BRIEF: When a line below contains the word "Московский", copy that line.

Top of EXTRACTED MATERIAL

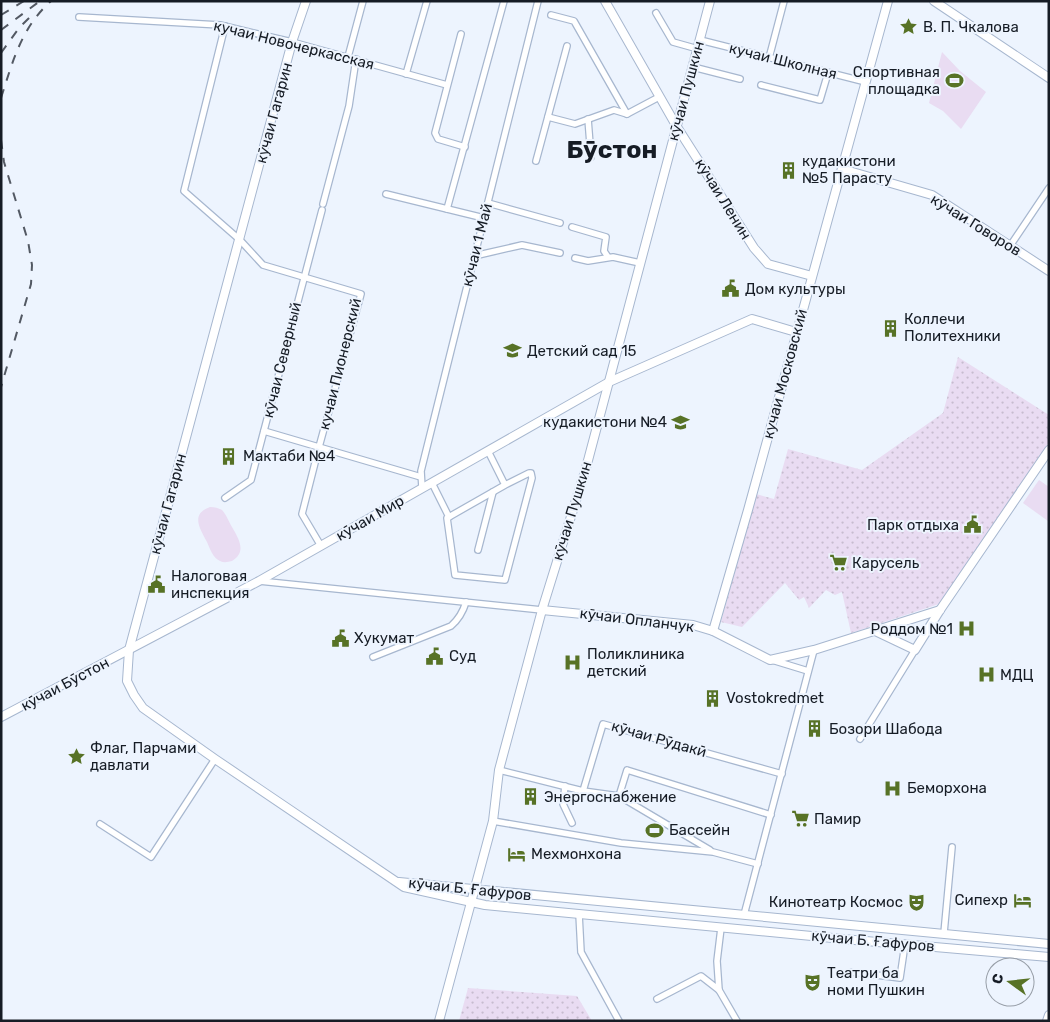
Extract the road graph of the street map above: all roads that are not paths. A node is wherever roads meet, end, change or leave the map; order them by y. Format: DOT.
graph roads {
  1 [pos="306,1"];
  2 [pos="363,1"];
  3 [pos="427,1"];
  4 [pos="504,1"];
  5 [pos="538,1"];
  6 [pos="604,1"];
  7 [pos="710,1"];
  8 [pos="784,1"];
  9 [pos="888,1"];
  10 [pos="934,1"];
  11 [pos="656,13"];
  12 [pos="551,15"];
  13 [pos="80,17"];
  14 [pos="225,26"];
  15 [pos="461,34"];
  16 [pos="292,42"];
  17 [pos="699,44"];
  18 [pos="567,46"];
  19 [pos="348,58"];
  20 [pos="769,58"];
  21 [pos="356,60"];
  22 [pos="693,67"];
  23 [pos="828,72"];
  24 [pos="406,74"];
  25 [pos="1049,78"];
  26 [pos="740,80"];
  27 [pos="866,82"];
  28 [pos="447,85"];
  29 [pos="761,85"];
  30 [pos="659,97"];
  31 [pos="627,114"];
  32 [pos="548,117"];
  33 [pos="588,119"];
  34 [pos="677,127"];
  35 [pos="465,147"];
  36 [pos="591,157"];
  37 [pos="536,162"];
  38 [pos="842,169"];
  39 [pos="1049,188"];
  40 [pos="386,194"];
  41 [pos="488,203"];
  42 [pos="447,209"];
  43 [pos="484,218"];
  44 [pos="560,223"];
  45 [pos="572,227"];
  46 [pos="240,240"];
  47 [pos="1010,246"];
  48 [pos="560,254"];
  49 [pos="474,256"];
  50 [pos="608,257"];
  51 [pos="576,258"];
  52 [pos="640,263"];
  53 [pos="1049,271"];
  54 [pos="812,276"];
  55 [pos="304,277"];
  56 [pos="796,332"];
  57 [pos="609,382"];
  58 [pos="264,432"];
  59 [pos="319,447"];
  60 [pos="1049,450"];
  61 [pos="488,451"];
  62 [pos="421,477"];
  63 [pos="432,483"];
  64 [pos="505,484"];
  65 [pos="422,488"];
  66 [pos="492,492"];
  67 [pos="225,498"];
  68 [pos="449,517"];
  69 [pos="321,546"];
  70 [pos="478,550"];
  71 [pos="259,582"];
  72 [pos="466,602"];
  73 [pos="542,610"];
  74 [pos="940,610"];
  75 [pos="713,631"];
  76 [pos="875,631"];
  77 [pos="129,650"];
  78 [pos="814,650"];
  79 [pos="915,650"];
  80 [pos="373,657"];
  81 [pos="770,660"];
  82 [pos="808,672"];
  83 [pos="1,717"];
  84 [pos="860,739"];
  85 [pos="215,759"];
  86 [pos="500,770"];
  87 [pos="782,774"];
  88 [pos="566,786"];
  89 [pos="583,791"];
  90 [pos="619,796"];
  91 [pos="771,815"];
  92 [pos="493,821"];
  93 [pos="572,823"];
  94 [pos="100,824"];
  95 [pos="952,847"];
  96 [pos="713,852"];
  97 [pos="758,864"];
  98 [pos="397,882"];
  99 [pos="474,889"];
  100 [pos="471,901"];
  101 [pos="605,902"];
  102 [pos="579,914"];
  103 [pos="744,915"];
  104 [pos="603,916"];
  105 [pos="721,928"];
  106 [pos="905,931"];
  107 [pos="944,933"];
  108 [pos="905,944"];
  109 [pos="1049,944"];
  110 [pos="1049,957"];
  111 [pos="852,972"];
  112 [pos="719,990"];
  113 [pos="657,998"];
  114 [pos="1049,1015"];
  115 [pos="439,1021"];
  116 [pos="619,1021"];
  117 [pos="737,1021"];
  118 [pos="1046,1021"];
  1 -- 16 [label="street, кӯчаи Гагарин"];
  2 -- 19 [label="street"];
  3 -- 24 [label="street"];
  4 -- 35 [label="street"];
  5 -- 41 [label="street, кӯчаи 1 Май"];
  6 -- 30 [label="street, кӯчаи Ленин"];
  7 -- 17 [label="street, кӯчаи Пушкин"];
  8 -- 20 [label="street"];
  9 -- 27 [label="street, кучаи Московский"];
  10 -- 25 [label="street"];
  11 -- 17 [label="street, кучаи Школная"];
  12 -- 31 [label="street"];
  13 -- 14 [label="street, кучаи Новочеркасская"];
  14 -- 16 [label="street, кучаи Новочеркасская"];
  14 -- 46 [label="street, кучаи Пионерский"];
  15 -- 28 [label="street"];
  16 -- 19 [label="street, кучаи Новочеркасская"];
  16 -- 46 [label="street, кӯчаи Гагарин"];
  17 -- 20 [label="street, кучаи Школная"];
  17 -- 22 [label="street, кӯчаи Пушкин"];
  18 -- 32 [label="street"];
  19 -- 21 [label="street, кучаи Новочеркасская"];
  20 -- 23 [label="street, кучаи Школная"];
  21 -- 24 [label="street, кучаи Новочеркасская"];
  21 -- 55 [label="street, кӯчаи Северный"];
  22 -- 26 [label="street"];
  22 -- 34 [label="street, кӯчаи Пушкин"];
  23 -- 27 [label="street, кучаи Школная"];
  23 -- 29 [label="street"];
  24 -- 28 [label="street, кучаи Новочеркасская"];
  27 -- 38 [label="street, кучаи Московский"];
  28 -- 35 [label="street"];
  30 -- 31 [label="street"];
  30 -- 34 [label="street, кӯчаи Ленин"];
  31 -- 33 [label="street"];
  32 -- 33 [label="street"];
  32 -- 37 [label="street"];
  33 -- 36 [label="street"];
  34 -- 52 [label="street, кӯчаи Пушкин"];
  34 -- 54 [label="street, кӯчаи Ленин"];
  35 -- 42 [label="street"];
  38 -- 47 [label="street, кӯчаи Говоров"];
  38 -- 54 [label="street, кучаи Московский"];
  39 -- 47 [label="street"];
  40 -- 42 [label="street"];
  41 -- 43 [label="street, кӯчаи 1 Май"];
  41 -- 44 [label="street"];
  42 -- 43 [label="street"];
  43 -- 49 [label="street, кӯчаи 1 Май"];
  45 -- 50 [label="street"];
  46 -- 55 [label="street, кучаи Пионерский"];
  46 -- 77 [label="street, кӯчаи Гагарин"];
  47 -- 53 [label="street, кӯчаи Говоров"];
  48 -- 49 [label="street"];
  49 -- 62 [label="street, кӯчаи 1 Май"];
  50 -- 51 [label="street"];
  50 -- 52 [label="street"];
  52 -- 57 [label="street, кӯчаи Пушкин"];
  54 -- 56 [label="street, кучаи Московский"];
  55 -- 58 [label="street, кӯчаи Северный"];
  55 -- 59 [label="street, кучаи Пионерский"];
  56 -- 57 [label="street"];
  56 -- 75 [label="street, кучаи Московский"];
  57 -- 61 [label="street, кӯчаи Мир"];
  57 -- 73 [label="street, кӯчаи Пушкин"];
  58 -- 59 [label="street"];
  58 -- 67 [label="street, кӯчаи Северный"];
  59 -- 62 [label="street"];
  59 -- 69 [label="street, кучаи Пионерский"];
  60 -- 74 [label="street"];
  61 -- 63 [label="street, кӯчаи Мир"];
  61 -- 64 [label="street"];
  62 -- 65 [label="street, кӯчаи 1 Май"];
  63 -- 65 [label="street, кӯчаи Мир"];
  63 -- 68 [label="street"];
  64 -- 66 [label="street"];
  64 -- 68 [label="street"];
  65 -- 69 [label="street, кӯчаи Мир"];
  66 -- 68 [label="street"];
  66 -- 70 [label="street"];
  69 -- 71 [label="street, кӯчаи Мир"];
  71 -- 72 [label="street"];
  71 -- 77 [label="street, кӯчаи Мир"];
  72 -- 73 [label="street"];
  72 -- 80 [label="street"];
  73 -- 75 [label="street, кӯчаи Опланчук"];
  73 -- 86 [label="street, кӯчаи Пушкин"];
  74 -- 76 [label="street"];
  74 -- 79 [label="street"];
  75 -- 81 [label="street, кӯчаи Опланчук"];
  76 -- 78 [label="street"];
  76 -- 79 [label="street"];
  77 -- 83 [label="street, кӯчаи Бӯстон"];
  77 -- 85 [label="street, кӯчаи Гагарин"];
  78 -- 81 [label="street"];
  78 -- 82 [label="street"];
  79 -- 84 [label="street"];
  81 -- 82 [label="street"];
  82 -- 87 [label="street"];
  85 -- 94 [label="street"];
  85 -- 98 [label="street, кӯчаи Гагарин"];
  86 -- 88 [label="street"];
  86 -- 92 [label="street, кӯчаи Пушкин"];
  87 -- 89 [label="street, кӯчаи Рӯдакӣ"];
  87 -- 91 [label="street"];
  88 -- 89 [label="street"];
  88 -- 93 [label="street"];
  89 -- 90 [label="street"];
  90 -- 91 [label="street"];
  90 -- 96 [label="street"];
  91 -- 97 [label="street"];
  92 -- 96 [label="street"];
  92 -- 99 [label="street, кӯчаи Пушкин"];
  95 -- 107 [label="street"];
  96 -- 97 [label="street"];
  97 -- 103 [label="street"];
  98 -- 99 [label="street, кӯчаи Б. Ғафуров"];
  98 -- 100 [label="street, кӯчаи Б. Ғафуров"];
  99 -- 100 [label="street, кӯчаи Пушкин"];
  99 -- 101 [label="street, кӯчаи Б. Ғафуров"];
  100 -- 102 [label="street, кӯчаи Б. Ғафуров"];
  100 -- 115 [label="street, кӯчаи Пушкин"];
  101 -- 103 [label="street, кӯчаи Б. Ғафуров"];
  101 -- 104 [label="street"];
  102 -- 104 [label="street, кӯчаи Б. Ғафуров"];
  102 -- 116 [label="street"];
  103 -- 106 [label="street, кӯчаи Б. Ғафуров"];
  104 -- 105 [label="street, кӯчаи Б. Ғафуров"];
  105 -- 108 [label="street, кӯчаи Б. Ғафуров"];
  105 -- 112 [label="street"];
  106 -- 107 [label="street, кӯчаи Б. Ғафуров"];
  106 -- 108 [label="street"];
  107 -- 109 [label="street, кӯчаи Б. Ғафуров"];
  108 -- 110 [label="street, кӯчаи Б. Ғафуров"];
  108 -- 111 [label="street"];
  112 -- 113 [label="street"];
  112 -- 117 [label="street"];
  114 -- 118 [label="street"];
}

Bottom of EXTRACTED MATERIAL

RESPONSE AREA:
  9 -- 27 [label="street, кучаи Московский"];
  27 -- 38 [label="street, кучаи Московский"];
  38 -- 54 [label="street, кучаи Московский"];
  54 -- 56 [label="street, кучаи Московский"];
  56 -- 75 [label="street, кучаи Московский"];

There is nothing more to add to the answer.